Resumen: Se describe de las Islas Canarias un nuevo género de la tribu Polyorthini Canaria Larsen, gen. n. y dos nuevas especies Canaria palmariana Larsen, sp. n. and Canaria gomeriana Larsen, sp. n. respectivamente de La Palma y La Gomera. El género Canaria difiere del relativamente del género próximo Lopharcha Diakonoff, 1941, por los caracteres externos y por la genitalia de ambos macho y hembra. Las dos nuevas especies difieren en los caracteres externos y la estructura del palpo labial, abdomen, patas y venas más en ADN. Se proporcionan fotografías de los adultos, palpos, genitalia y localidades tipo.
Palabras clave: Lepidoptera, Tortricidae, Polyorthini, Canaria, Canaria palmariana, Canaria gomeriana, Islas Canarias, España.
Introduction
The subtribe Polyorthini is mainly distributed in South America, South East Asia and Australia. A few genera are known from the old world. (GILLIGAN et al., 2014). It was a big surprise to discover a new genus and two new species of Polyorthini from La Gomera and La Palma in the Canary Islands (Spain).
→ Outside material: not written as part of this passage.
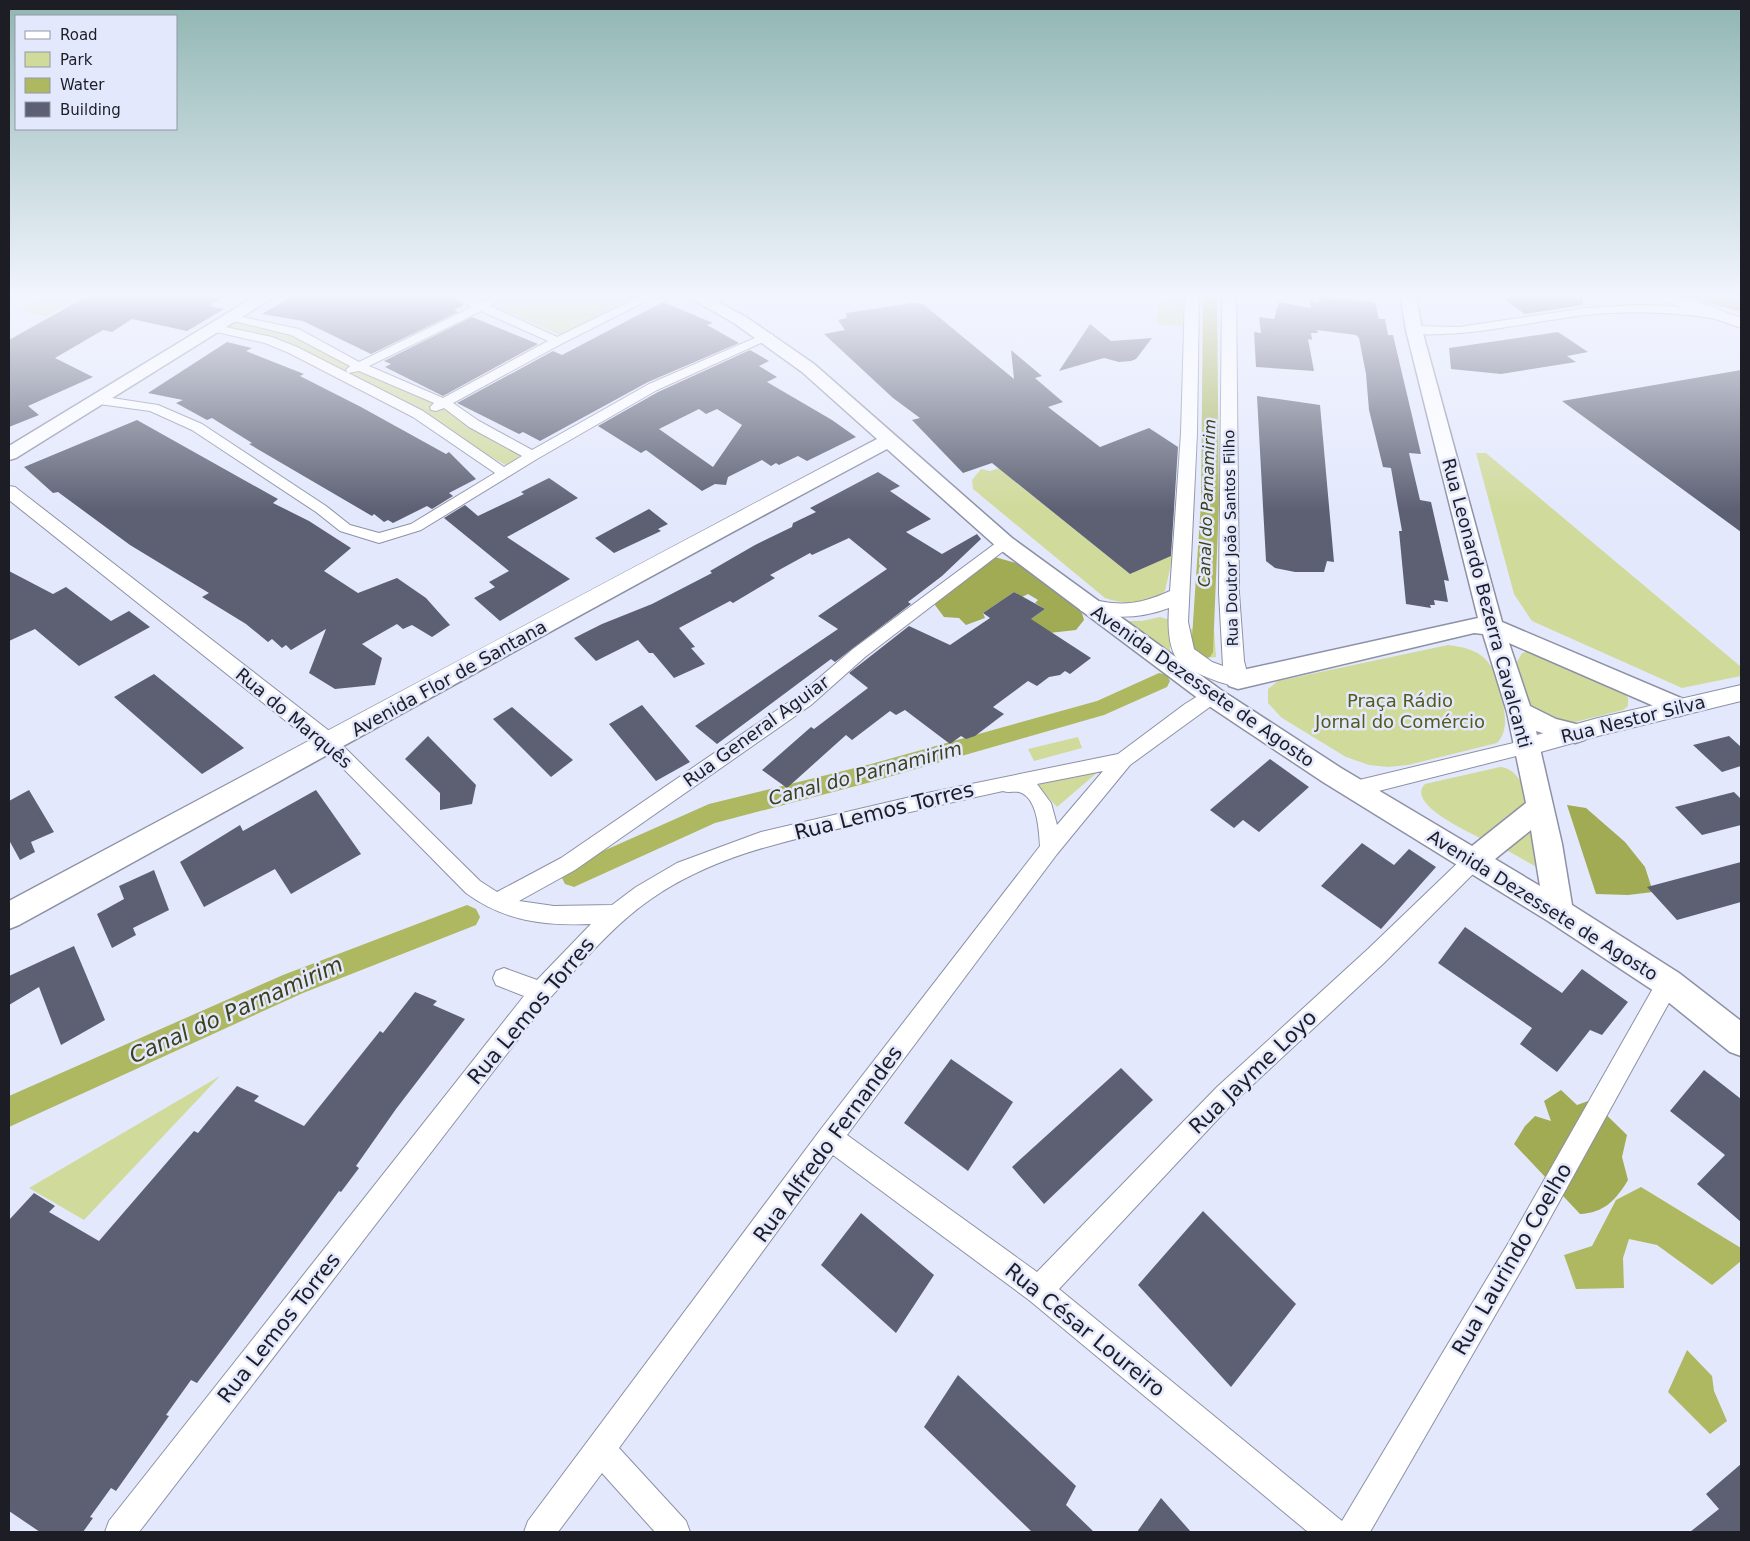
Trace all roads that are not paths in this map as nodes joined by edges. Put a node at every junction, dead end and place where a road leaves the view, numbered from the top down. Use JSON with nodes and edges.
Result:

The nearest relatives to the new genus are found in Nepal and Vietnam. (NEDOSHIVINA, 2013; RAZOWSKI, 1992). There are only two genera of Polyorthini in Europe Isotrias Meyrick, 1885 (nine species) and Olindia Guenée, 1845 (one species); likewise in Africa: Ebodina Diakonoff, 1968 (two species) and Xenoboda Razowski & Tuck, 2000 (three species). (RAZOWSKI, 2002, 2017). None of the European and African genera are close relatives to the new genus.
The general appearance of many species in this group are rather similar to Acleris (subfamily Tortricinae, tribe Tortricini), and they were treated like this by Meyrick (CLARKE, 1958), but transferred to Polyorthini by DIAKONOFF (1974).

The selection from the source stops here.